The Société des gens de lettres de France (SGDLF; ; ) is a writers' association founded in 1838 by the notable French authors Honoré de Balzac, Victor Hugo, Alexandre Dumas, and George Sand. 

It is a private association recognised in France as an establishment in the public interest by decree of 10 December 1891.  

Members of the society must be writers whose work has been published by a publishing house (self-published works do not qualify). It is directed by a volunteer committee consisting of twenty-four writers, and is currently led by the novelist Alain Absire.

Purpose
It is the only writer-run writers' association in France with the expressed aim of defending the moral rights, the legal interests, and the social and legal status of all writers. It protects, considers, and proposes new rules and arrangements for the benefit of the community of writers.  

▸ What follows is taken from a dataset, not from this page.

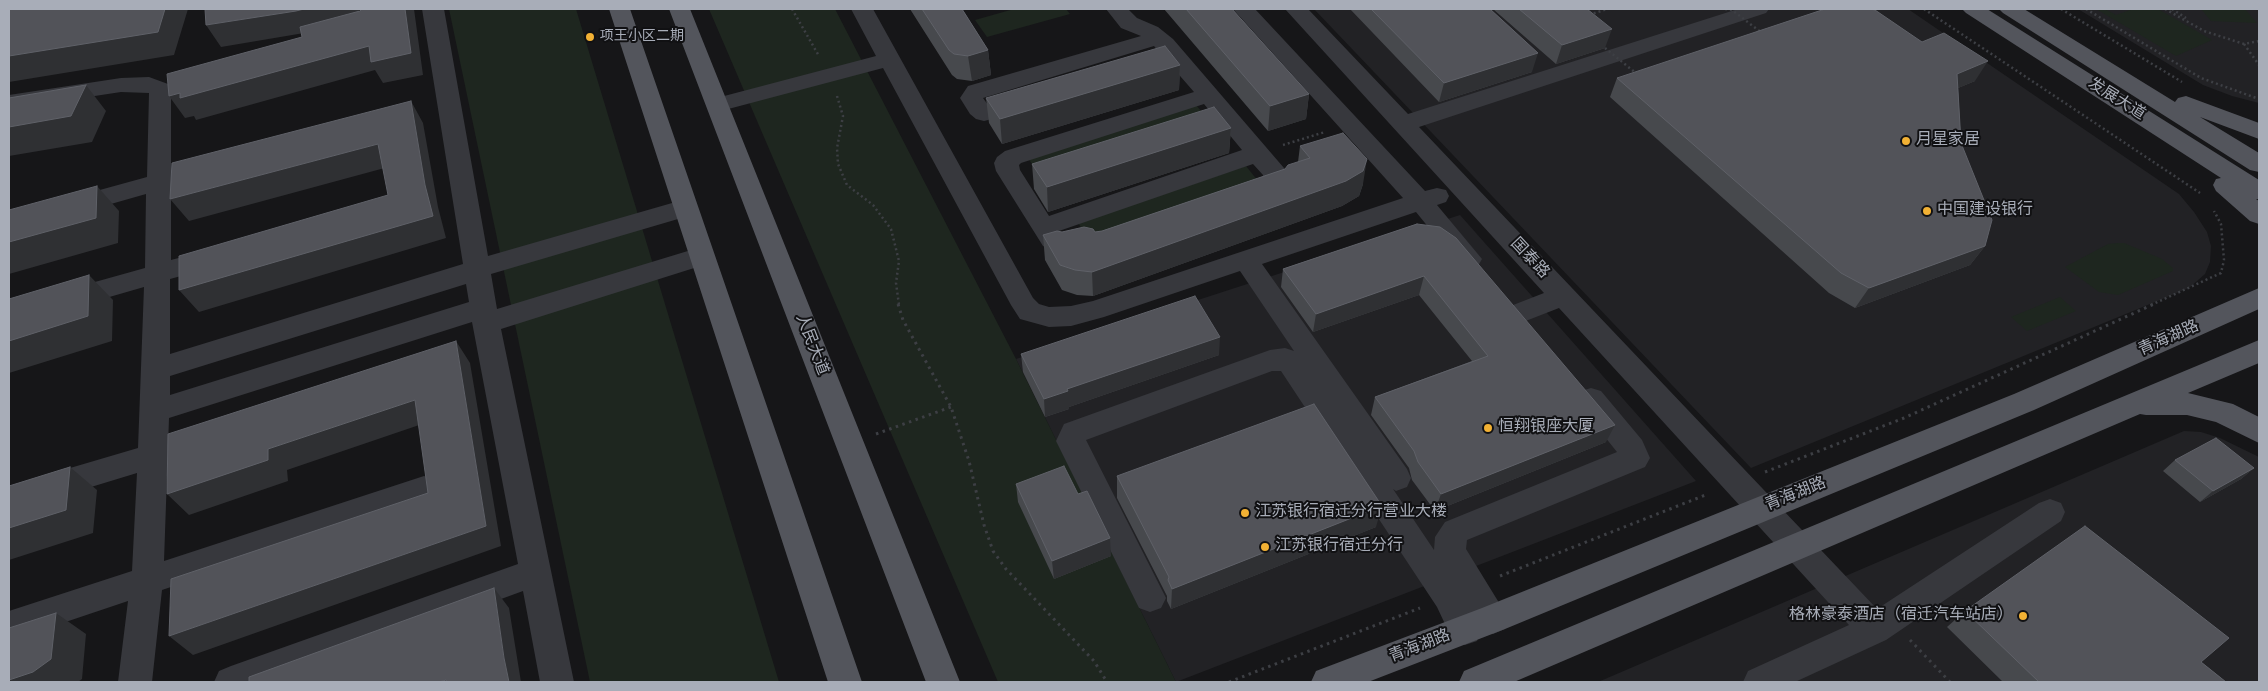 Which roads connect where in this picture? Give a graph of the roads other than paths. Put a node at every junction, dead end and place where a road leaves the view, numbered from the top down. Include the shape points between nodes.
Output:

The SGDLF offers social and legal assistance to its members. It has facilities for the deposit of completed works, helping writers guarantee their rights as original author in case of a legal dispute. Each year it organises diverse cultural events and awards a number of €75,000 prizes in recognition of published works.

Headquarters
The SGDLF occupies the 18th-century neoclassical Hôtel de Massa on rue de Faubourg-Saint-Jacques in the  14th arrondissement of Paris.  It is building with the strange history of having been moved stone by stone in 1928, from its original site on the Champs-Élysées to its present site in the garden of the Observatoire de Paris.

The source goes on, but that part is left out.